- Interactive map of Iragavaram Mandal
- Iragavaram Mandal Location in Andhra Pradesh, India
- Coordinates: 16°40′47″N 81°42′34″E﻿ / ﻿16.67972°N 81.70944°E
- Country: India
- State: Andhra Pradesh
- District: West Godavari
- Headquarters: Iragavaram

Government
- • Body: Mandal Parishad

Area
- • Total: 81.19 km^{2} (31.35 sq mi)
- Elevation: 14 m (46 ft)

Population (2011)
- • Total: 65,831
- • Density: 810.8/km^{2} (2,100/sq mi)

Languages
- • Official: Telugu
- Time zone: UTC+5:30 (IST)
- Vehicle registration: AP 39

= Iragavaram mandal =

Iragavaram Mandal is one of the 46 mandals in the West Godavari district of the Indian state of Andhra Pradesh. The headquarters are located at Iragavaram village. The mandal is bordered by Peravali mandal and Penugonda mandal to the north, Penumantra mandal to the east, Attili mandal to the south, and Tanuku mandal to the west. Pekeru is its town in the mandal.

== Demographics ==
As of the 2011 census, the mandal had a population of 65,831 in 19,482 households. The total population included 33,202 males and 32,629 females with a sex ratio of 983 females per 1000 males. There were 6,283 children in the age group of 0–6 years, of which 3,205 were boys and 3,078 were girls with a sex ratio of 960. The average literacy rate stood at 77.39% (46,084) of which 24,341 were male and 21,743 were female. There were 11,586 people from a Scheduled Caste and 485 from a Scheduled Tribe.

===Employment===
As per the report published by Census India in 2011, the unemployment rate was 56%, with only 28,956 people (44%) of the Iragavaram Mandal total population employed. The employment ratio by gender is roughly 70/30 male/female (20,631 males and 8,325 females). According to the census, 24,751 workers had worked for at least six months out of the last year; of these, 3,260 worked as cultivators, 15,438 as agricultural labourers, 461 in household industry, and 5,592 in other work. There were also 4,205 workers who worked for three to six months out of the preceding year.

== Administration ==
Iragavaram mandal is administered under the Tanuku assembly constituency of Narsapuram and is one of the twelve mandals in the Narasapuram revenue division.
== Towns and villages ==
According to the 2011 census, the mandal has 21 settlements, all of which are villages and towns. Pekeru is the largest town and Garuvuguntakhandrika is the smallest in population.

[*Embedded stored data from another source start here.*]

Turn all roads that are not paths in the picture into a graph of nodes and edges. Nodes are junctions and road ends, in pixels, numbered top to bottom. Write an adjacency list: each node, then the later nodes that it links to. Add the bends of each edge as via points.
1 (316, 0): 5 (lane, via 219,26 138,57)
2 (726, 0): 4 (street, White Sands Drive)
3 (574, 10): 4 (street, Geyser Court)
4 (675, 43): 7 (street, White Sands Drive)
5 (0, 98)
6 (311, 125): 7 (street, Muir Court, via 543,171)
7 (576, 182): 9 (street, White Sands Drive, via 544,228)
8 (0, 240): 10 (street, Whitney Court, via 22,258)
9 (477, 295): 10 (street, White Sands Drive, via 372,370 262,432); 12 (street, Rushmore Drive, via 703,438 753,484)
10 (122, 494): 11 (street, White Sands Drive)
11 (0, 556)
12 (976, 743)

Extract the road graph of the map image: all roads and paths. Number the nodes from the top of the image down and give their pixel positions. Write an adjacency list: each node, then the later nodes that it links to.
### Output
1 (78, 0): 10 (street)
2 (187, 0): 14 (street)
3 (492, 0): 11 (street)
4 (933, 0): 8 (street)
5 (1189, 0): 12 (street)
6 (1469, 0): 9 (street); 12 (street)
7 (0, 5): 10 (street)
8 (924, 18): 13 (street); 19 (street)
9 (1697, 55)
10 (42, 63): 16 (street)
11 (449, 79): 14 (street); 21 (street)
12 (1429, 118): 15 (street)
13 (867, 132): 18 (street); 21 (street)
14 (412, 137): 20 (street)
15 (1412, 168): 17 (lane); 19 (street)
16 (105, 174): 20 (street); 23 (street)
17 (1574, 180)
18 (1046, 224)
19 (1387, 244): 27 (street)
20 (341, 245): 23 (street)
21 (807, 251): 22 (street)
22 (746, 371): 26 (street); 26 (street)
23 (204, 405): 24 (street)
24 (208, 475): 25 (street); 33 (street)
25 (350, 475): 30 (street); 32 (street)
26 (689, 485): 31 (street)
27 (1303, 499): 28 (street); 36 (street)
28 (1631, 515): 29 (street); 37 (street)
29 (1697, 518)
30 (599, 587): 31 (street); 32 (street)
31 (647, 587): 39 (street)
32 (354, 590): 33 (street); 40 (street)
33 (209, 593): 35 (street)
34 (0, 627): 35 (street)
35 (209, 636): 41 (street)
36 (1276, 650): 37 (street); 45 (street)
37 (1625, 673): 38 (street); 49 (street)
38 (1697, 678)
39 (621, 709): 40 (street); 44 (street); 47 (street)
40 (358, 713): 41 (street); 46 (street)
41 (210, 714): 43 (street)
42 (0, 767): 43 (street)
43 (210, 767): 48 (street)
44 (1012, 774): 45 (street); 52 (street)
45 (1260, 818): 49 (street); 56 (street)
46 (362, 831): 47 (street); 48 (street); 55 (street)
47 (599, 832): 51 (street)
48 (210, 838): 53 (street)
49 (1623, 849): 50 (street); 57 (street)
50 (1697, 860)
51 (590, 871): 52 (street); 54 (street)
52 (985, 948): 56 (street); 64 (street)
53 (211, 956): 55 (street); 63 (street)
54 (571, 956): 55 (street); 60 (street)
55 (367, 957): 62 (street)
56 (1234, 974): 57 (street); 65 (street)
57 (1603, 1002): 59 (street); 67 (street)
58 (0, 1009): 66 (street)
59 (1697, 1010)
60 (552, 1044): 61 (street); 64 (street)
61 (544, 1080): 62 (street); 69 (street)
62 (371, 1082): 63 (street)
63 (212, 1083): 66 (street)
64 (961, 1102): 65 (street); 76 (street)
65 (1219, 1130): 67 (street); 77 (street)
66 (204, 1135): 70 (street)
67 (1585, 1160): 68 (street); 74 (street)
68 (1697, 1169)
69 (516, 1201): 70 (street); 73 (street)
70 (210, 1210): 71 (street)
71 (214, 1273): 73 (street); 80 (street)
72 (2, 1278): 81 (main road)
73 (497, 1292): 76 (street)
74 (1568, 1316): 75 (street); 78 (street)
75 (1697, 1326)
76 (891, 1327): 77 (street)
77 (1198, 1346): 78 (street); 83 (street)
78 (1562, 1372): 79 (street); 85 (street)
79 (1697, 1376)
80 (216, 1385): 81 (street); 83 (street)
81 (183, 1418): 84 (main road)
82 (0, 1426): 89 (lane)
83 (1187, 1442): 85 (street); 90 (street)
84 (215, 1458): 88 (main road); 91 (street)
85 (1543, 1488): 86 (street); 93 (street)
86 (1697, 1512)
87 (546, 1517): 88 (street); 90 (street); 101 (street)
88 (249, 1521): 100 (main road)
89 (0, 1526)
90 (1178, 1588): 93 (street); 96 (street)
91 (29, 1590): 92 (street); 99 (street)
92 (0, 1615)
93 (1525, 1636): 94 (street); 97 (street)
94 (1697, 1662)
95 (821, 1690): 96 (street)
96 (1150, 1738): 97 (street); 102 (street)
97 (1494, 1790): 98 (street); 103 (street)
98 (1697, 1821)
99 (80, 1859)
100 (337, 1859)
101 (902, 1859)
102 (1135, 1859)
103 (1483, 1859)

The settlements in the mandal are:

1. Eletipadu
2. Garuvuguntakhandrika
3. Goteru
4. Inaparru
5. Iragavaram
6. Ayithampudi
7. Kakileru
8. Kakulaillindalaparru
9. Kannayakumudavalli
10. Kantheru
11. Kathavapadu
12. Kavalipuram
13. Kothapadu
14. Ogidi
15. Pekeru
16. Podalada
17. Rapaka
18. Relangi
19. Repakakhandrika
20. Surampudi
21. Thurupuvipparru

== Education ==
The Mandal plays a major role in education for the rural students of the nearby villages. Primary and secondary school education is imparted by the government, aided by private schools, under the School Education Department of the state. As of the 2015–16 academic year, the mandal had more than 6,167 students enrolled in over 70 schools.